▸ **GOAL OF THE EXERCISE**
Every line below between the one holding "cairo_move_to(ctx, x, y);" and the one holding "cairo_arc(ctx, x + r, y + h", inclusive, should be copied exactly, and no other line.

▸ **Stored data**

<<<<

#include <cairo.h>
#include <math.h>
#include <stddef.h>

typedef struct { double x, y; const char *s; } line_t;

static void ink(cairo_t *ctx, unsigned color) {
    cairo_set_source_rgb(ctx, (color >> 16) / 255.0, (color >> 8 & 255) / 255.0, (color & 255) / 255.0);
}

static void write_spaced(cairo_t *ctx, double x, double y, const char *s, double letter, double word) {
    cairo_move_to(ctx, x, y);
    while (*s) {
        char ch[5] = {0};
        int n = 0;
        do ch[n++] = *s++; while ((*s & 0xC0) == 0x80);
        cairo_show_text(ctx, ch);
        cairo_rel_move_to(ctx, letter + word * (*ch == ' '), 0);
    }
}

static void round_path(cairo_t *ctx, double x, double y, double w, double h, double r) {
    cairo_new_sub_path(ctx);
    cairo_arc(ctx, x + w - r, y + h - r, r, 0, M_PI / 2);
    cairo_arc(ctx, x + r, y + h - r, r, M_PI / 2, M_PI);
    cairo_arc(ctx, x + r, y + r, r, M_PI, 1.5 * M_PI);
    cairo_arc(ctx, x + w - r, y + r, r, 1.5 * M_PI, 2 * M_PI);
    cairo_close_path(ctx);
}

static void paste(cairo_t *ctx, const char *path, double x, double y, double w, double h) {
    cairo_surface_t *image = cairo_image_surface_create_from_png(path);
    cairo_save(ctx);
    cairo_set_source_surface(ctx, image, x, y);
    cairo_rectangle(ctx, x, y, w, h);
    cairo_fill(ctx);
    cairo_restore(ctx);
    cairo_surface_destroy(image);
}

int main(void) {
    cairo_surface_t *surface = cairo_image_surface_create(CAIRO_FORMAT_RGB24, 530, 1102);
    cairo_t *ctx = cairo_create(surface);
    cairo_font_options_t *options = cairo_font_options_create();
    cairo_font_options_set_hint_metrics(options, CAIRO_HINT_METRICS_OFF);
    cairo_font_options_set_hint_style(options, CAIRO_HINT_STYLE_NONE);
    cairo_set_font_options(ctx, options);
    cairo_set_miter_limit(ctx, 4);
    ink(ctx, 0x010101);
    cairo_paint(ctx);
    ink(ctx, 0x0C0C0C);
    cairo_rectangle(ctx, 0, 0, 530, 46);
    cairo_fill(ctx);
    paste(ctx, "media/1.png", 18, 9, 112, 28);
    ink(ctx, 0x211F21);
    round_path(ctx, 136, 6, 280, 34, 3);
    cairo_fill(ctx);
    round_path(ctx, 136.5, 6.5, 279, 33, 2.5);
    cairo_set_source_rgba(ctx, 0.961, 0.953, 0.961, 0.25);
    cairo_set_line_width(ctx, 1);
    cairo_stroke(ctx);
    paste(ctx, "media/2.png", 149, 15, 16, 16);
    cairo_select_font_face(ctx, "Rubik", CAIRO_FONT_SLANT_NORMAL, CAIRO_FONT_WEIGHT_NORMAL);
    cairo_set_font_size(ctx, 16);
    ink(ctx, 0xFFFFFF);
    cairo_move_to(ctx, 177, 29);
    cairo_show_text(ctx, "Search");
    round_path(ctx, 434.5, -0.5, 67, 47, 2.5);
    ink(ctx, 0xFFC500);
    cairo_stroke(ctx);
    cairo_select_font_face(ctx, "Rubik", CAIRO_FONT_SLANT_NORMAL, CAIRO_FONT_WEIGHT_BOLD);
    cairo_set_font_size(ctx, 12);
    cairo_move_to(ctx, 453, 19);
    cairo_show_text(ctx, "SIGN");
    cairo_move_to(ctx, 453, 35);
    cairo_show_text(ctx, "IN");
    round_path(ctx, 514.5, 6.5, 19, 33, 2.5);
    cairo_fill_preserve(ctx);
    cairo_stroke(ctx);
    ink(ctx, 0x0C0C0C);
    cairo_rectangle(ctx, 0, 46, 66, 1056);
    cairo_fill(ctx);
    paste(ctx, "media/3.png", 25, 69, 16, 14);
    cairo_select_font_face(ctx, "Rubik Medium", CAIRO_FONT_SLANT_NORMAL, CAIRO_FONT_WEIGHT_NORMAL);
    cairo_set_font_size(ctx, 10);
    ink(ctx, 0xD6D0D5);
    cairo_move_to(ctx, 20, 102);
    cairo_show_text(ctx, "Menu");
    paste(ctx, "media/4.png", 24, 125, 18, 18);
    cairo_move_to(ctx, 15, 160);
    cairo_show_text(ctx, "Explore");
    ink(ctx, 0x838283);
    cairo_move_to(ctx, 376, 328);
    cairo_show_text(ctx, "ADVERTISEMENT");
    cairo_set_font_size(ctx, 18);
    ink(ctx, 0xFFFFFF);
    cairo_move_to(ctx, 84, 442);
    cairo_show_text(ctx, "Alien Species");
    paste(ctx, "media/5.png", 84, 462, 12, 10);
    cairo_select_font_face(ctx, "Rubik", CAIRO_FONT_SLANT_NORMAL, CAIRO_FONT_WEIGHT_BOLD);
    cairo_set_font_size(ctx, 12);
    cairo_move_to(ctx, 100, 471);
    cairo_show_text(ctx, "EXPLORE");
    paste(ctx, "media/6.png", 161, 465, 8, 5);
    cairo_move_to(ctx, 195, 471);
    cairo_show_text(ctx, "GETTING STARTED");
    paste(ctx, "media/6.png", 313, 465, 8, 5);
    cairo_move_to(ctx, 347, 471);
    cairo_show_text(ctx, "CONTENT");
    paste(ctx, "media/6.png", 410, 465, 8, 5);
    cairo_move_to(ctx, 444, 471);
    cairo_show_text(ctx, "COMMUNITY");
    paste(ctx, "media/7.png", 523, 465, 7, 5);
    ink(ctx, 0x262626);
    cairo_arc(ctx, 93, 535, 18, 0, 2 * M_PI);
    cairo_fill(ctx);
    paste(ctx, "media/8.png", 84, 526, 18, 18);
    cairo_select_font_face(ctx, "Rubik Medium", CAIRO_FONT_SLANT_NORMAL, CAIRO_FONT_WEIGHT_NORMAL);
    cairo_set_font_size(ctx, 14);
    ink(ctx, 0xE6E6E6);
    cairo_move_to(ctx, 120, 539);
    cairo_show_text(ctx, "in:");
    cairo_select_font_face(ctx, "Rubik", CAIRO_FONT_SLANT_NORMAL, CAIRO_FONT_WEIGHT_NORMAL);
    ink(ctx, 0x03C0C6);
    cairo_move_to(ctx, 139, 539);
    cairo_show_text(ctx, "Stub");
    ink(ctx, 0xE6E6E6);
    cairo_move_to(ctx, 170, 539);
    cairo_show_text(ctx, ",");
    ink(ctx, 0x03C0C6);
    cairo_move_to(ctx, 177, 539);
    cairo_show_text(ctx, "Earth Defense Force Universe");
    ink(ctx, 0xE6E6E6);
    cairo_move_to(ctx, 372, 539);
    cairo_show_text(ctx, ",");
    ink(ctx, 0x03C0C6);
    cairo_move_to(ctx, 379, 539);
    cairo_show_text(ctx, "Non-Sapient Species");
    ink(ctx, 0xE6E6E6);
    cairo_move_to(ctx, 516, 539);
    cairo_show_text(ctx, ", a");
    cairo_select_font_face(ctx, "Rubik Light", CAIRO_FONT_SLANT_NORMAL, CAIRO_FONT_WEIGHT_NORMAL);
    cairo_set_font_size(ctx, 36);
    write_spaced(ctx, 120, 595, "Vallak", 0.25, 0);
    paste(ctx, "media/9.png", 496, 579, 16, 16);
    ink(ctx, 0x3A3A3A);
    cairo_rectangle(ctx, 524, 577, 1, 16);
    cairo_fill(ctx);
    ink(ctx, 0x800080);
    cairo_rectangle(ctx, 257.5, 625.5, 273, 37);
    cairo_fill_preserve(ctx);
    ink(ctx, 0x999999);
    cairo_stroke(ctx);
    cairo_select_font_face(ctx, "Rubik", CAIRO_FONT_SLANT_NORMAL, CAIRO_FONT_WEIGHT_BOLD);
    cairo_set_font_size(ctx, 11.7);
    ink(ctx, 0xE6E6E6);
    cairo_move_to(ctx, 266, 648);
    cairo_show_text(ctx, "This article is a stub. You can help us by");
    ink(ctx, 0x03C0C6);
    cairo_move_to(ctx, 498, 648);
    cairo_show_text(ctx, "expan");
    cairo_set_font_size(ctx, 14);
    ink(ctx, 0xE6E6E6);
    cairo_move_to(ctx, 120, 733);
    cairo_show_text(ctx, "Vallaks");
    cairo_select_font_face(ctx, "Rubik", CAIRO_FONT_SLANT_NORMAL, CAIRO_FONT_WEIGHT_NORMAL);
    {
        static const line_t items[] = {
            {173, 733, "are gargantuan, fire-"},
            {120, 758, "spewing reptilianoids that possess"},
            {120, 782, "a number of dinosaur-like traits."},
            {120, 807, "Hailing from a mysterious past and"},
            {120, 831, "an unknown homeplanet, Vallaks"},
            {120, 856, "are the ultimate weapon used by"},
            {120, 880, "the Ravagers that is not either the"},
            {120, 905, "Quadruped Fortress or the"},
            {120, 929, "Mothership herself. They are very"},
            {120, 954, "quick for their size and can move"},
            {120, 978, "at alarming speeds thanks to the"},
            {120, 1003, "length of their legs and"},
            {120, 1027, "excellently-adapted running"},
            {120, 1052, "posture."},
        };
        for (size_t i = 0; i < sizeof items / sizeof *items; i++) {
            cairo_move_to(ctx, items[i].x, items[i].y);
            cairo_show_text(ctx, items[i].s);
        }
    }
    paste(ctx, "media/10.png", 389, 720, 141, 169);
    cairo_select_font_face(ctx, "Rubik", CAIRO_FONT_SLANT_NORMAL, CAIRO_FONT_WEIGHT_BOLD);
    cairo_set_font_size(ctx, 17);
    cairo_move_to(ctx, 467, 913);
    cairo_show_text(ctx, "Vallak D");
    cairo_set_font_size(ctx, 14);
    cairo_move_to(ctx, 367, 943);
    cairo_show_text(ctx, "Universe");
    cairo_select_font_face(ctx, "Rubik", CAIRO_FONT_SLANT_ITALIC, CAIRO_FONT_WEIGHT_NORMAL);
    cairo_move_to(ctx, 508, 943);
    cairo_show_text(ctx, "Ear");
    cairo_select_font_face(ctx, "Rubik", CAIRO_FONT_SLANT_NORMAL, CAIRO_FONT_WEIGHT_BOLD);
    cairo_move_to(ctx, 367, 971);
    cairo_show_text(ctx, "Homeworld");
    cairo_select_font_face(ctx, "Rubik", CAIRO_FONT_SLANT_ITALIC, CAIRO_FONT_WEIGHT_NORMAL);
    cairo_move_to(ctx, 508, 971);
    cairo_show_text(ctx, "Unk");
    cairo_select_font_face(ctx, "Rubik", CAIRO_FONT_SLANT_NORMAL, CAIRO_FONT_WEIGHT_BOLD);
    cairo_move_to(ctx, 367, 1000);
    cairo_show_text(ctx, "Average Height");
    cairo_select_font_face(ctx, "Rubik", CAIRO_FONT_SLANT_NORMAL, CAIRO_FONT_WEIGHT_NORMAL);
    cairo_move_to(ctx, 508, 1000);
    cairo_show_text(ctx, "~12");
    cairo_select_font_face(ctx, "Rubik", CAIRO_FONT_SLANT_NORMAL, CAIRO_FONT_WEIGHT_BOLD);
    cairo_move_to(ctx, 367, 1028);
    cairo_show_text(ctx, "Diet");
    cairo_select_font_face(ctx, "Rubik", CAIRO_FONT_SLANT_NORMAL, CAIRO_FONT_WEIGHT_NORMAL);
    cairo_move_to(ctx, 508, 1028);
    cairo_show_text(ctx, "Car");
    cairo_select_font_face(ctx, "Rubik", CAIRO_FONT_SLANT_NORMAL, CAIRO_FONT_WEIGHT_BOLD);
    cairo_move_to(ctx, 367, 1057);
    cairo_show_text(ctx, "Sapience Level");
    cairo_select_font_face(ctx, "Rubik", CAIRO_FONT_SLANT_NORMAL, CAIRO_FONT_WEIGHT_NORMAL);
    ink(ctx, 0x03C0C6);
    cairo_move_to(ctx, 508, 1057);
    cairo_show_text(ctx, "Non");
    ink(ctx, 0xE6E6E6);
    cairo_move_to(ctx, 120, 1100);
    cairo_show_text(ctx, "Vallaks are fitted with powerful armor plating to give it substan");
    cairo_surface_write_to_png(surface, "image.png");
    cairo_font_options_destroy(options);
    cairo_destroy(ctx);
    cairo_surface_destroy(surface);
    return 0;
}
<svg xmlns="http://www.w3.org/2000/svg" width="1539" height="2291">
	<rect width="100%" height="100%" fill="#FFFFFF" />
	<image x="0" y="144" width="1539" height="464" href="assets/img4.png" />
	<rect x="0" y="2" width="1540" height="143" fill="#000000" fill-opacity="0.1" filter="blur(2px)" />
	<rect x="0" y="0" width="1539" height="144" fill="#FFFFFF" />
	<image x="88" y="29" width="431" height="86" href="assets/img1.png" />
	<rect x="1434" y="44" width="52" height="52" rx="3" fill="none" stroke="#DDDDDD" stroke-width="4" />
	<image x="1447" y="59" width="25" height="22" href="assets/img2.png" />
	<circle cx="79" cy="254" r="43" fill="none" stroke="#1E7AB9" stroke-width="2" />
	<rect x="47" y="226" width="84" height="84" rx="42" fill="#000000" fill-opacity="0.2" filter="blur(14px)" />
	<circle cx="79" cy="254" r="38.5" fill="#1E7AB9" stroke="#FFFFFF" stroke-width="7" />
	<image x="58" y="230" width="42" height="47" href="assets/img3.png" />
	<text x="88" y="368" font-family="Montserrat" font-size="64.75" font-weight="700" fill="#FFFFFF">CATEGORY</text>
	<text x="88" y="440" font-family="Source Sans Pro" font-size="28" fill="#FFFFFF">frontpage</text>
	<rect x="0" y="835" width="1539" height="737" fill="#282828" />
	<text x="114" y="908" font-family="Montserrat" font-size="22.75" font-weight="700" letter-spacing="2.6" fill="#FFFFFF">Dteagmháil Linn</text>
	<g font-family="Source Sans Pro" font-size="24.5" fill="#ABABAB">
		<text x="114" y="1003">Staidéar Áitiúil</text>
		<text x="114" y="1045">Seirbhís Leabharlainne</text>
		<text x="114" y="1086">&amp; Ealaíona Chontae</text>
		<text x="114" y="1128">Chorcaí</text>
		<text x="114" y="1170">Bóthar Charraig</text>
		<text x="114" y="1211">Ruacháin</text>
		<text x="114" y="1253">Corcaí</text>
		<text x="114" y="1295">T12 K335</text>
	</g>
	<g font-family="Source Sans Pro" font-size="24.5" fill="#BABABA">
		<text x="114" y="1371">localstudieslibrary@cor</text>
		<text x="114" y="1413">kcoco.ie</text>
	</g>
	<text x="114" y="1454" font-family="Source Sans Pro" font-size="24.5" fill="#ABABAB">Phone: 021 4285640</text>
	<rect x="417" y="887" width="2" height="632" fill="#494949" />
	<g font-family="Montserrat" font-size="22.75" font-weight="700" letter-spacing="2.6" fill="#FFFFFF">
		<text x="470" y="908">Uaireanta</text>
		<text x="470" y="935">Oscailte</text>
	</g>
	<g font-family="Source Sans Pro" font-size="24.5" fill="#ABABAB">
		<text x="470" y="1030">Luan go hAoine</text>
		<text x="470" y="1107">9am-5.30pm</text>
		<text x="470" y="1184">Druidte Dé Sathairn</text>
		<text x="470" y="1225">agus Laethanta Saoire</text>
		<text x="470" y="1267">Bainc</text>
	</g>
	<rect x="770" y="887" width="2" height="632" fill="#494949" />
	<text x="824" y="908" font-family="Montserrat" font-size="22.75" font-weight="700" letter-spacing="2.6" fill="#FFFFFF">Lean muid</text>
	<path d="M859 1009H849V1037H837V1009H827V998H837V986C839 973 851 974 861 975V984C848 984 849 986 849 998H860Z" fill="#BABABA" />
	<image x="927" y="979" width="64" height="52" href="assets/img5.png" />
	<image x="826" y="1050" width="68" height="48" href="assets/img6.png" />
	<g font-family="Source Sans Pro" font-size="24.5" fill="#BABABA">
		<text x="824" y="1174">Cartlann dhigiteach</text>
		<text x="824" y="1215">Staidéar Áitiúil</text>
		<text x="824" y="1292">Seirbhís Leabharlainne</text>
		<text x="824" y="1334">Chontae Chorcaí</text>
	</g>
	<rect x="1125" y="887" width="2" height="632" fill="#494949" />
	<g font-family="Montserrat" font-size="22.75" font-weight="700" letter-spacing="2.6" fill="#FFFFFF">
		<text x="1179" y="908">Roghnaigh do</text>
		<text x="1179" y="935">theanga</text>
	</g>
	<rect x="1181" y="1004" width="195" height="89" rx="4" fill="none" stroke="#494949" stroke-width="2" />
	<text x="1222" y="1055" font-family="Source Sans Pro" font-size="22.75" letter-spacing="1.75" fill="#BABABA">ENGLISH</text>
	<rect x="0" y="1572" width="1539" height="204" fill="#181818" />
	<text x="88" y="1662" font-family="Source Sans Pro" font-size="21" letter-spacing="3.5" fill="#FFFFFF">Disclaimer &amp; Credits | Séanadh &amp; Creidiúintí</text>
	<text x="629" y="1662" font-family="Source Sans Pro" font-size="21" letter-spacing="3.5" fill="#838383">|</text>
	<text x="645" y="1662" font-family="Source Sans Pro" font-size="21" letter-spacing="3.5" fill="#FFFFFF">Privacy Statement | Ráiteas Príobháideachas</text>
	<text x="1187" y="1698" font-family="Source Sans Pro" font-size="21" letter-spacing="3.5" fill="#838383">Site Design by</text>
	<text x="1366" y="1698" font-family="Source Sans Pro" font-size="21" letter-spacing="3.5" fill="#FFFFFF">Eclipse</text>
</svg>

>>>>

▸ **WRITTEN SOLUTION**
    cairo_move_to(ctx, x, y);
    while (*s) {
        char ch[5] = {0};
        int n = 0;
        do ch[n++] = *s++; while ((*s & 0xC0) == 0x80);
        cairo_show_text(ctx, ch);
        cairo_rel_move_to(ctx, letter + word * (*ch == ' '), 0);
    }
}

static void round_path(cairo_t *ctx, double x, double y, double w, double h, double r) {
    cairo_new_sub_path(ctx);
    cairo_arc(ctx, x + w - r, y + h - r, r, 0, M_PI / 2);
    cairo_arc(ctx, x + r, y + h - r, r, M_PI / 2, M_PI);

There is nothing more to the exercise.